Bitcoin and Ethereum experienced some similarities in their performance, notably in April and May. However, the significant event that disrupted the trajectory was a BlackRock announcement about a Bitcoin spot ETF. This news had a substantial impact on market sentiment and direction.

Read: BlackRock Files Application for Bitcoin ETF

An exceptional highlight amid the turbulence was Ethereum’s deflationary mechanism. Unlike most blockchains, Ethereum’s circulating supply decreased because it was actively used and “burned.”

A significant factor influencing crypto’s direction in Q2 was regulatory scrutiny. The SEC’s actions against Binance, Coinbase, and the Ripple lawsuit all contributed to market uncertainty. Binance’s aggressive practices and regulatory challenges seemed to be intensifying, creating concern within the industry.

Read: Binance vs. SEC

Miners played a role in the recent price decline, with data indicating significant sell-offs. It’s important to note that the exact extent of miner-driven selling remains uncertain, but this trend added to market pressures.While some speculate that miners are attempting to time the market, it’s essential to consider that miners are primarily focused on maximising their profits, which may involve periodic selling.

It’s crucial to recognize that while it may feel like crypto prices are in a prolonged downtrend, the reality is that they have been largely moving sideways over the past few months. A bear market is characterised by tedious sideways movement, and that’s precisely what we’ve been experiencing.

It’s important to keep in mind that sideways movement doesn’t necessarily equate to a further price decline. It means that the market is consolidating, waiting for a catalyst that could drive the next significant move.

As we look to the future, two key factors stand out: the potential approval of Bitcoin and Ethereum spot ETFs and ongoing regulatory developments. These factors could either reinvigorate the crypto market or prolong the current uncertainty.
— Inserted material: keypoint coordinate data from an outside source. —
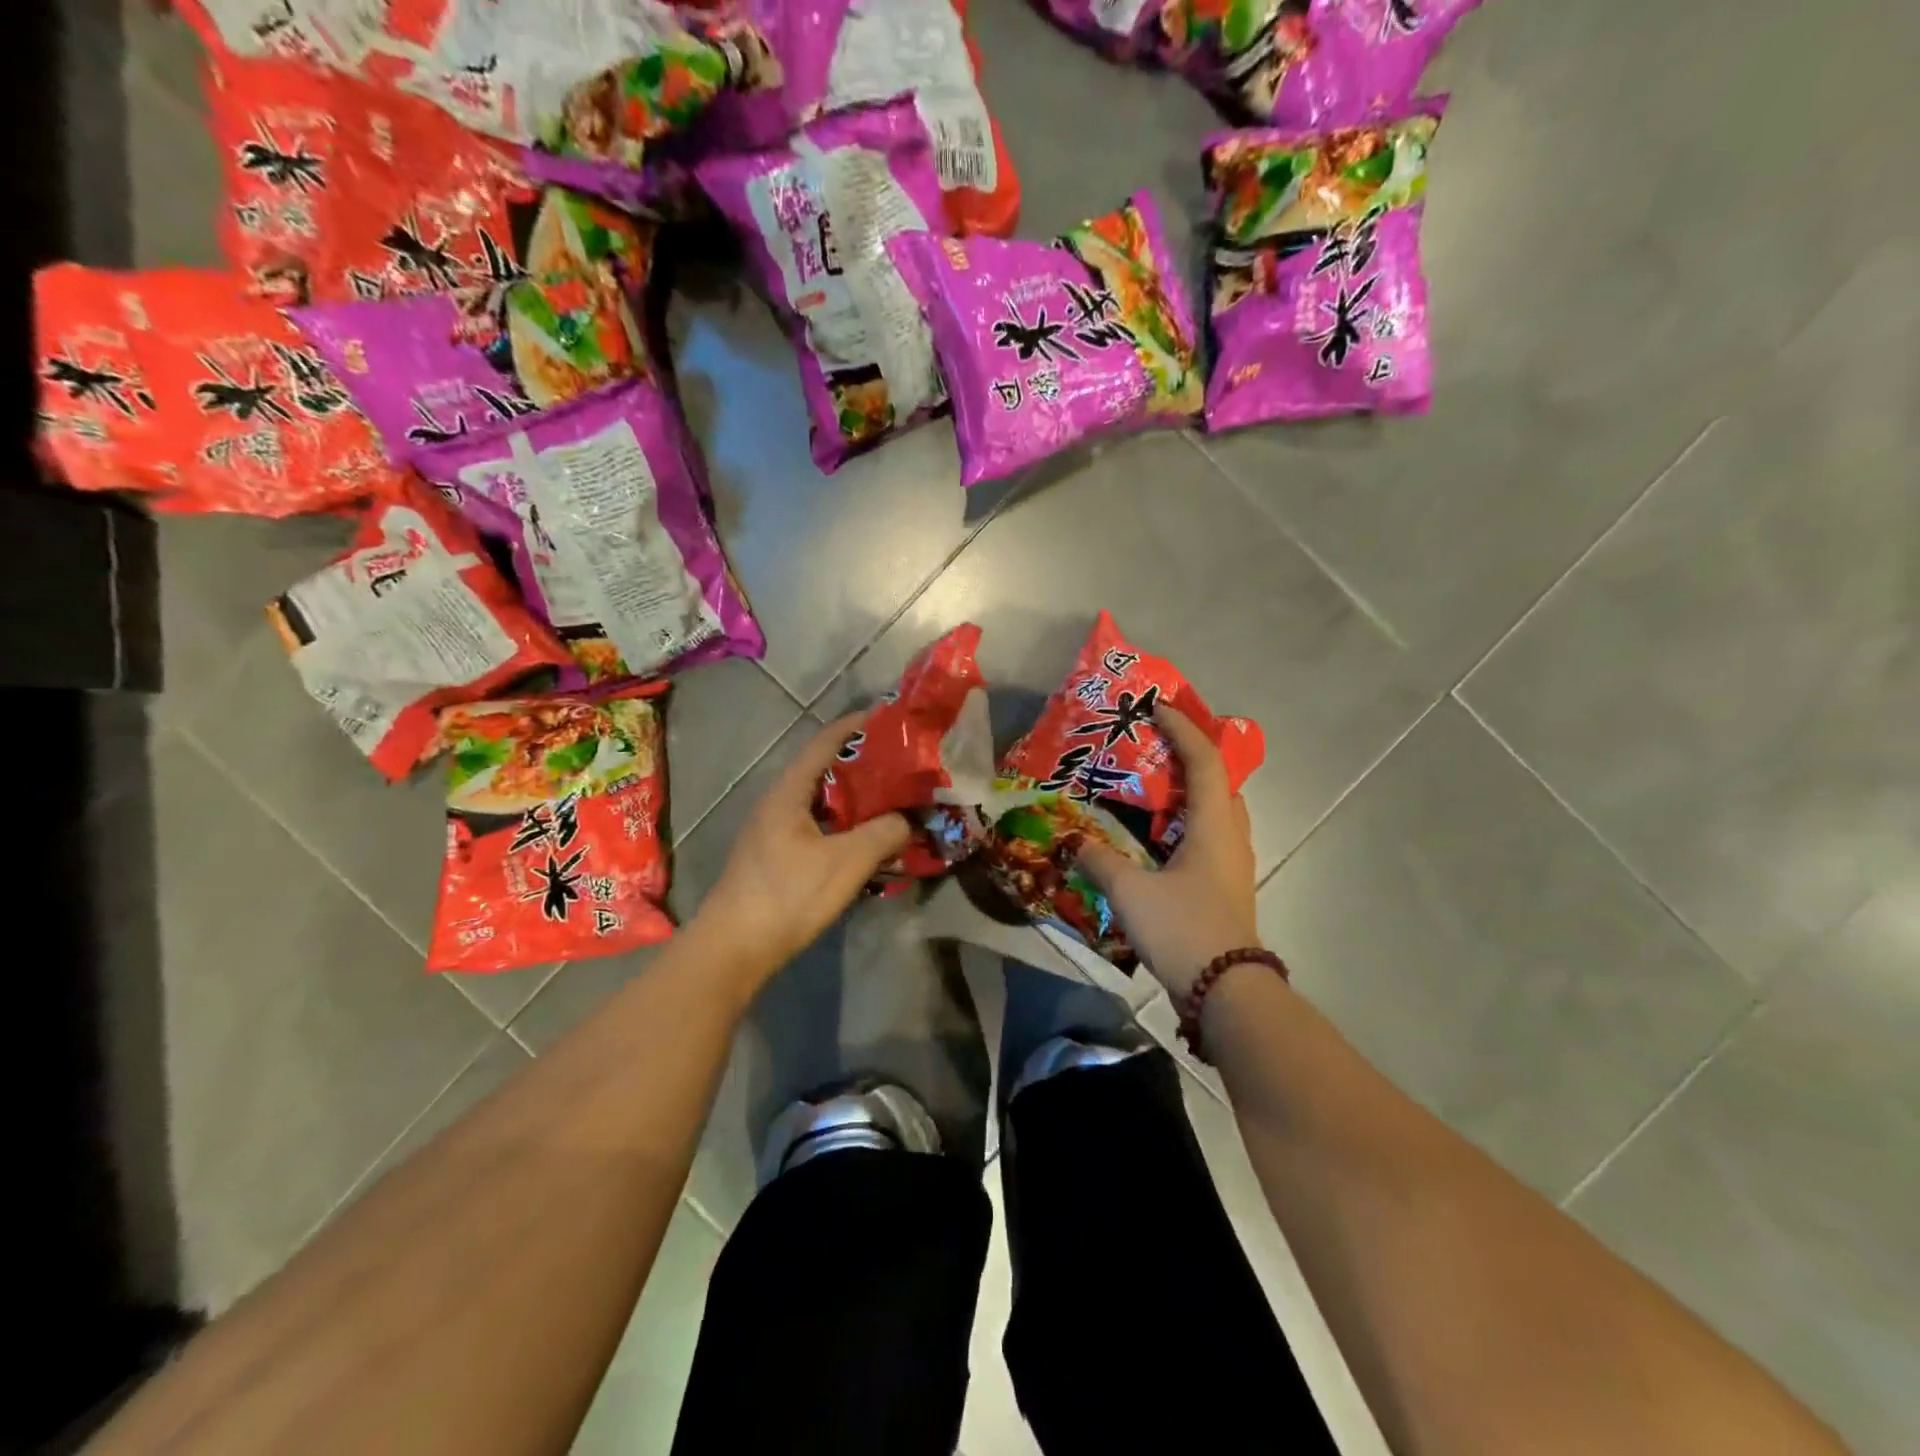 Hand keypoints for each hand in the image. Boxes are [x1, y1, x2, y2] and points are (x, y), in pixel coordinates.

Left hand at [697, 713, 911, 983]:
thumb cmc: (788, 895)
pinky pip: (818, 827)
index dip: (857, 726)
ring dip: (857, 799)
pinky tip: (868, 841)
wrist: (733, 949)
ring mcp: (774, 830)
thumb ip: (883, 833)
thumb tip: (908, 820)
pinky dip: (846, 826)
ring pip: (823, 802)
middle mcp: (779, 802)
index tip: (891, 719)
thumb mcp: (846, 862)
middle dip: (865, 765)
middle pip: (826, 770)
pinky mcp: (777, 856)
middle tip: (904, 765)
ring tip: (894, 800)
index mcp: (789, 791)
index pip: (826, 742)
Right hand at [1075, 704, 1263, 1000]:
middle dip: (1189, 755)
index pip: (1204, 761)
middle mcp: (1231, 836)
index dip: (1182, 729)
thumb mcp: (1131, 893)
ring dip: (1189, 789)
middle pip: (1218, 780)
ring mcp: (1233, 863)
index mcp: (1213, 826)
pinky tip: (1157, 835)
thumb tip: (1072, 841)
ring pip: (1216, 809)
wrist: (1226, 992)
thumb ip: (1099, 861)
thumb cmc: (1183, 930)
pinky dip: (1186, 820)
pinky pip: (1209, 835)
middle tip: (1153, 746)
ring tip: (1152, 785)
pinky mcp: (1226, 885)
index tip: (1157, 707) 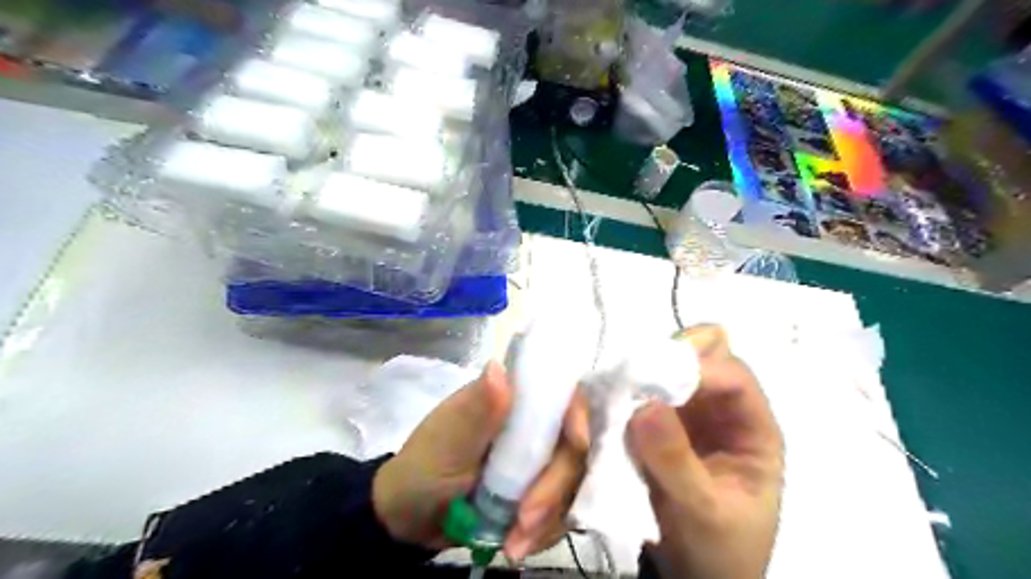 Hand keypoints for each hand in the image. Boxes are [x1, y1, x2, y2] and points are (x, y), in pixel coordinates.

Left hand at [376, 362, 592, 559]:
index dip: (577, 416)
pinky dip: (544, 532)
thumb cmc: (424, 468)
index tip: (576, 445)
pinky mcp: (538, 493)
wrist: (411, 518)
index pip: (562, 397)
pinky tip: (517, 545)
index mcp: (512, 401)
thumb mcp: (446, 441)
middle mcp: (532, 427)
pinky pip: (561, 511)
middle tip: (526, 520)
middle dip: (554, 487)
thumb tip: (497, 368)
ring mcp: (537, 461)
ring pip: (571, 483)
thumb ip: (476, 410)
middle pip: (572, 447)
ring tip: (514, 545)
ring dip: (550, 517)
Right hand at [623, 325, 785, 578]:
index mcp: (753, 430)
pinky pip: (644, 395)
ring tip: (617, 390)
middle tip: (633, 373)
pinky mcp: (660, 426)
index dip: (699, 367)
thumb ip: (676, 462)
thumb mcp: (704, 513)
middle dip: (668, 356)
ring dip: (643, 373)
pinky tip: (609, 408)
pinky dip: (626, 394)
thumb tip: (643, 405)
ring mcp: (690, 416)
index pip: (734, 377)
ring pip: (669, 370)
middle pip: (703, 356)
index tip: (654, 374)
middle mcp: (722, 412)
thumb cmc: (719, 551) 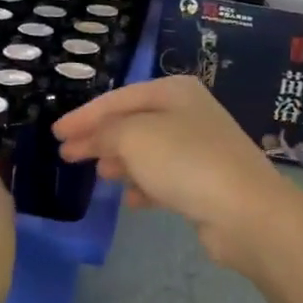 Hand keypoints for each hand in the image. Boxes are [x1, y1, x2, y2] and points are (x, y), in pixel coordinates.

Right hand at [53, 77, 302, 279]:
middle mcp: (189, 113)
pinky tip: (130, 200)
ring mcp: (200, 148)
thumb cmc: (185, 162)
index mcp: (173, 91)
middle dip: (100, 138)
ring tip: (99, 174)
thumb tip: (88, 140)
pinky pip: (165, 178)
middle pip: (132, 123)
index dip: (84, 115)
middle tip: (67, 155)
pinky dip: (144, 185)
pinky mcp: (206, 182)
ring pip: (148, 151)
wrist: (247, 212)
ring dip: (121, 161)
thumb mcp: (133, 137)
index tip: (55, 133)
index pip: (118, 98)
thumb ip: (103, 133) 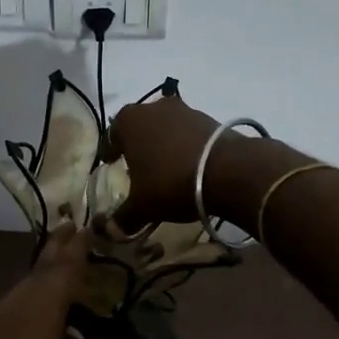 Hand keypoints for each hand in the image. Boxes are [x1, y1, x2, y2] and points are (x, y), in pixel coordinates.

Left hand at [0, 226, 100, 338]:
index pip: (60, 269)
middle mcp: (3, 311)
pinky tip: (39, 329)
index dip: (75, 248)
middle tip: (73, 234)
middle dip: (55, 256)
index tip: (84, 225)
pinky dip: (27, 314)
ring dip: (41, 288)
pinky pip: (6, 320)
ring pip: (18, 298)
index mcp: (33, 313)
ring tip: (63, 280)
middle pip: (35, 276)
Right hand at [110, 93, 224, 227]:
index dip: (111, 150)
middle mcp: (154, 107)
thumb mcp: (142, 206)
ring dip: (164, 144)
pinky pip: (189, 133)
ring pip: (166, 127)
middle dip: (139, 144)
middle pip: (140, 126)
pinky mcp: (210, 118)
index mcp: (129, 120)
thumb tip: (111, 231)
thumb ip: (123, 217)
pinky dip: (186, 146)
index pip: (112, 134)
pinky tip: (190, 167)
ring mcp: (184, 109)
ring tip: (167, 168)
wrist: (227, 171)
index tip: (113, 164)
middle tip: (139, 167)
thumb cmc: (170, 182)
Three significant events are expected to exert price pressure in the coming months:

  • Binance Regulatory Saga: The ongoing regulatory scrutiny of Binance could lead to further market uncertainty, depending on the outcomes of investigations and potential actions taken.
  • US Government Bitcoin Holdings: If the U.S. government decides to sell its Bitcoin holdings, it could create significant downward pressure on prices. The extent of this potential sale remains uncertain.
  • Bitcoin Spot ETFs: The approval and launch of Bitcoin Spot ETFs in the U.S. market could be a game-changer. It has the potential to trigger a surge in demand and send prices soaring.